Стив Скотт играл в футбол в Клетке.
Когда ты ходишь сам по себе, ты становишься лёгкой добычей для стаи. Я ушёл с площадки туда, где в кустах радостно чирикала стайка воробьёв. Они замолчали при моём приближении, но не улетели. Они внимательно смотрели на меня, ждали, когда я уйду, чтобы можно было вернуться к пению.
Кто-то схватил меня за руку.
– Не нужно бояться, приятель.
Я хотел отстраниться, но не хотел показывать страха. К тому же если придётся драться – моя вторая рука свободна.
– Сыграем? – спросил Стив, кивая на футболистов в Клетке.
– Не.
Он ослабил хватку.
– Да ладно тебе. Прости за недавнее. Потерял самообладание, понимаешь?
Я направился прочь, но он пошёл за мной. Я ускорился – он тоже. Чтобы не сталкиваться с ним, мне приходилось немного сворачивать, и таким образом он вёл меня к Клетке. Остальные прекратили играть и смотрели. Там были Алекс, Зед и прочие. Мы дошли до входа в Клетку. Она со скрипом открылась. За моей спиной хихикали воробьи. Уморительно.
Пять-на-пять и я.
Стартовый удар.
Я был на фланге. Играли молча и серьёзно. Внезапно, когда я завладел мячом, Стив взбесился. Бросил меня в забор, специально толкнул меня руками, даже не пытался отобрать мяч. Я сполз по забору, прижимая мяч к груди. Тогда он пнул меня. Я подтянул руки и колени, чтобы защититься, но он наступил мне на руку. Самые сильные удары пришлись на мои голени. Подключился кто-то ещё – Алекс. Кто-то смеялся. Кто-то тяжело дышал. Стив мягко сказал: «продолжай». Дрожащим от ударов голосом я сказал «хватит». Они ушли. Они играли в тишине, только изредка кто-то кричал «пас!» или «гол!». Я пытался встать. Потом пошёл вдоль забора Клетки. Меня трясло. Рука болела и не слушалась, и открывать дверь пришлось другой.
– Увидимся, приятель! – крикнул Стив. – Спасибо за игру!
Я проковылял через площадку и оставался в туалете до звонка, потом пошёл к велосипедным стойкам. Я вернулся в коттедж и лёг в кровать. Приехала бабушка. Я сказал ей, что болен.
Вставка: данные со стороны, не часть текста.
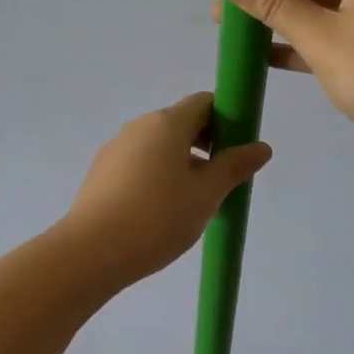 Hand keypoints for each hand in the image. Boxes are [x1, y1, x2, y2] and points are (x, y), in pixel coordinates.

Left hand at [62, 93, 272, 282]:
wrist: (91, 251)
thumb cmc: (157, 218)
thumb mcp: (206, 195)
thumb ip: (234, 167)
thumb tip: (261, 147)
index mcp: (167, 123)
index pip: (204, 103)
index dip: (227, 120)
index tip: (237, 150)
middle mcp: (139, 126)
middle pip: (180, 122)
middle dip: (206, 144)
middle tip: (221, 181)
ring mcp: (116, 147)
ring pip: (158, 145)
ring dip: (181, 162)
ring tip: (192, 202)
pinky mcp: (101, 171)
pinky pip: (138, 162)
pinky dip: (156, 174)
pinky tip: (160, 211) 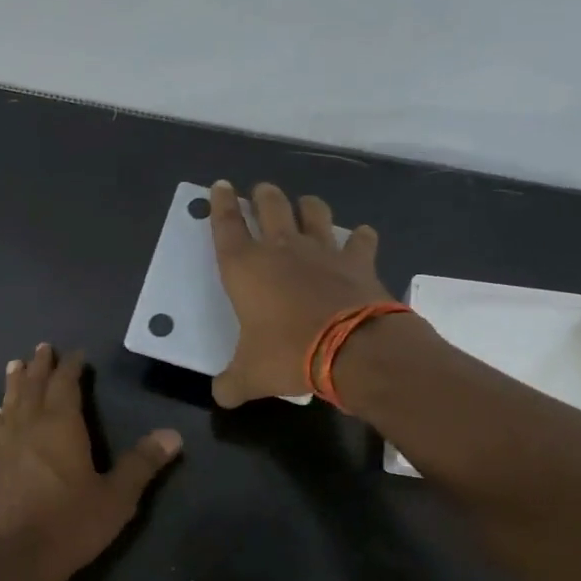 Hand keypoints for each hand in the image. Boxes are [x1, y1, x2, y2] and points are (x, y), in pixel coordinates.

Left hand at [0, 344, 182, 580]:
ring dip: (16, 382)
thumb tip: (173, 434)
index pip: (65, 384)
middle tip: (43, 348)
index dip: (71, 367)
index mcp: (61, 425)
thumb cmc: (69, 524)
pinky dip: (1, 413)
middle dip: (40, 366)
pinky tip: (0, 413)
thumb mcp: (116, 497)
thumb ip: (142, 464)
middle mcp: (29, 426)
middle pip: (34, 386)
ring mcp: (5, 445)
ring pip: (11, 402)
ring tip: (16, 365)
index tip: (77, 354)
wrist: (13, 559)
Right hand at [207, 180, 390, 407]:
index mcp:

Она сказала, что позовёт меня, когда заварится чай. Я сказал, что не хочу чая.
Глава 24. Нож
Я проснулся от боли и услышал собачий лай.
Я перекатился на бок, резкая боль ударила по рёбрам. Замереть. Не двигаться. Лай стих.
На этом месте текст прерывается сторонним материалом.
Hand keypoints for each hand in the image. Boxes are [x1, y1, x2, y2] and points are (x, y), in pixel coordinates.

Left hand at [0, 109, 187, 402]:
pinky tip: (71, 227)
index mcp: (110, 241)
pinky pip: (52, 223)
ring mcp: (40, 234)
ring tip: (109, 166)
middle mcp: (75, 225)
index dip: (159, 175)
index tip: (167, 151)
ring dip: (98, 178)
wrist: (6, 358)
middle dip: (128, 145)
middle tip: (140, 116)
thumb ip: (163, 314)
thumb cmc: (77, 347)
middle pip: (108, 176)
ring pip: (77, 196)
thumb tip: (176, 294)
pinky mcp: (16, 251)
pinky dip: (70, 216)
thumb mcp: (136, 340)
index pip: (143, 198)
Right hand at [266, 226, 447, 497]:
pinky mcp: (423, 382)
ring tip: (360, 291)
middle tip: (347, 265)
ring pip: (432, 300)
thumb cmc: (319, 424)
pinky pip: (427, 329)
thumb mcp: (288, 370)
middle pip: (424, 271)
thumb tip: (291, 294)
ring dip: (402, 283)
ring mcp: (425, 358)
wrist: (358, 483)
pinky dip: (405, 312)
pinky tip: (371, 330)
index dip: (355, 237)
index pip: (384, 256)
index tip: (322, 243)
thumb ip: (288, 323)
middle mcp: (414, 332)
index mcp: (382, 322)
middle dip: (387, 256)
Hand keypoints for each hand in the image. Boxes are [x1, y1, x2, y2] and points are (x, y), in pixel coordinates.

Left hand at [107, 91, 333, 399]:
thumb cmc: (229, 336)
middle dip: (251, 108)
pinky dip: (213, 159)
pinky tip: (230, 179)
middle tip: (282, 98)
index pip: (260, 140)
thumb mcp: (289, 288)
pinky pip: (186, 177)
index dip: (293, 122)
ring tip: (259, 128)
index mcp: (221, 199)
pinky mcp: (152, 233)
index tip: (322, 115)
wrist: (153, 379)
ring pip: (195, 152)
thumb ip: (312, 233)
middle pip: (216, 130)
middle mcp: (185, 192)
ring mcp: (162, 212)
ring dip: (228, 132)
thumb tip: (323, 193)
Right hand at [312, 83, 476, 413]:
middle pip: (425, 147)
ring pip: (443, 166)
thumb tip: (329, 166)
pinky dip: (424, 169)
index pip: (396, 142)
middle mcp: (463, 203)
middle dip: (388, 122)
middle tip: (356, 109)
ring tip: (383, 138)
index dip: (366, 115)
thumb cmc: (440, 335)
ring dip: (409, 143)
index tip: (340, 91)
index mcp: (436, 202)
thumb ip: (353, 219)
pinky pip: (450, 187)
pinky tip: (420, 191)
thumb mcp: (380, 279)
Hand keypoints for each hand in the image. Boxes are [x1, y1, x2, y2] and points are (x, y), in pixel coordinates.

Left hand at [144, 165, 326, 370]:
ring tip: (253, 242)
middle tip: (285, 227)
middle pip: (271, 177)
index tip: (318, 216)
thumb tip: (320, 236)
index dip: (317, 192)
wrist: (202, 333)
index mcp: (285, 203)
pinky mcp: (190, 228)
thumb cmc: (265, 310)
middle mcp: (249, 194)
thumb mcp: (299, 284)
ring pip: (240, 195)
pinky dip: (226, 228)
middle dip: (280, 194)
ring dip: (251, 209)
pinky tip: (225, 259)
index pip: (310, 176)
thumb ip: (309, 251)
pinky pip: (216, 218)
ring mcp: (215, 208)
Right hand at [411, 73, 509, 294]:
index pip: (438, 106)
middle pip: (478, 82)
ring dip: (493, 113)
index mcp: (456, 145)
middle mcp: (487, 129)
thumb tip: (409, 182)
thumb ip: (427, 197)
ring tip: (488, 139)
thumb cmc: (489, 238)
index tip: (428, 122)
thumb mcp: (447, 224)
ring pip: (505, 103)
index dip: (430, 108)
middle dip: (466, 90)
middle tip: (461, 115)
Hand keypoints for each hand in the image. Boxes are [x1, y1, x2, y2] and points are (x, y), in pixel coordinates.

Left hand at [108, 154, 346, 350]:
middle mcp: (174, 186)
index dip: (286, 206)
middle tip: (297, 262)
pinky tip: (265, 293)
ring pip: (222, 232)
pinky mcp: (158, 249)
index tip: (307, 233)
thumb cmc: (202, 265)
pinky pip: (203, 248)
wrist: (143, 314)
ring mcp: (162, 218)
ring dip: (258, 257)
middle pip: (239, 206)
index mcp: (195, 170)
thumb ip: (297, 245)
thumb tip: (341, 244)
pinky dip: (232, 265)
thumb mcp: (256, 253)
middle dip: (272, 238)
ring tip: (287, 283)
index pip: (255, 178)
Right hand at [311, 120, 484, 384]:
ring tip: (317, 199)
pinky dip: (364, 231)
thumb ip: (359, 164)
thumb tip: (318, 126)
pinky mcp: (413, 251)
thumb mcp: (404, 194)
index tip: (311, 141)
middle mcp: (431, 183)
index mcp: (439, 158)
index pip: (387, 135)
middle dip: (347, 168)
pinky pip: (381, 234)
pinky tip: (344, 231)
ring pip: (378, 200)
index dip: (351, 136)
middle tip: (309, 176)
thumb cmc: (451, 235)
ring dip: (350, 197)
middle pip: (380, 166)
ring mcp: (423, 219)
Тишина. Такая глубокая тишина, что я слышал за много миль, как замерзает вода на траве, лёд покрывает шифер, холод обхватывает деревья.
Шли минуты. Вдруг раздался мягкий скрип, будто чьи-то шаги по инею.
Я перестал дышать.
Что-то пыталось открыть заднюю дверь. Послышался мягкий стук.
Я взялся за нож.
Минуты шли, я слышал только тишину.
Волк исчезал медленно. Он не ушёл окончательно, только ушёл куда-то ещё.
Я резко вдохнул и сел. Я знал, куда он ушёл. Внутрь.
Я выскочил из кровати, пробежал через комнату и распахнул дверь.
Сонная темнота лестничной площадки.
Я вдохнул, чтобы позвать бабушку – и замер. Не было ни звука, кроме, разве что, едва различимого шума горного потока.
Вдруг я почувствовал волка. Он был здесь. Я выставил вперёд нож и обошёл лестничную площадку, шаг за шагом. Остановился.
Бабушкина комната.
Блестящая белая дверь.
Я смотрел, как мои бледные пальцы тянутся к ручке, обвиваются вокруг неё и опускают вниз.
Я открыл дверь.
Я прислушивался, но не слышал ничего, даже дыхания. Я вошёл, держа нож наготове.
В темноте я с трудом видел бабушку. Недвижимую, лежащую на спине.
Я подошёл.
Я наклонился.
Я ничего не слышал. Даже дыхания.
Я поднёс ладонь к её губам, чтобы проверить, дышала ли она.
Её глаза открылись.
– Шт…
Я замер.
– Вон! – волна несвежего дыхания. – Вон!
Включилась прикроватная лампа. Её глаза сощурились от света, затем остановились на ноже. Она закричала.
Я смотрел на нож.
– Вон!
Я не двигался.
– Вон!
– Ба…
– Вон! – кричала она.
Я выбежал вон.
Оказавшись в своей комнате, я положил нож на комод.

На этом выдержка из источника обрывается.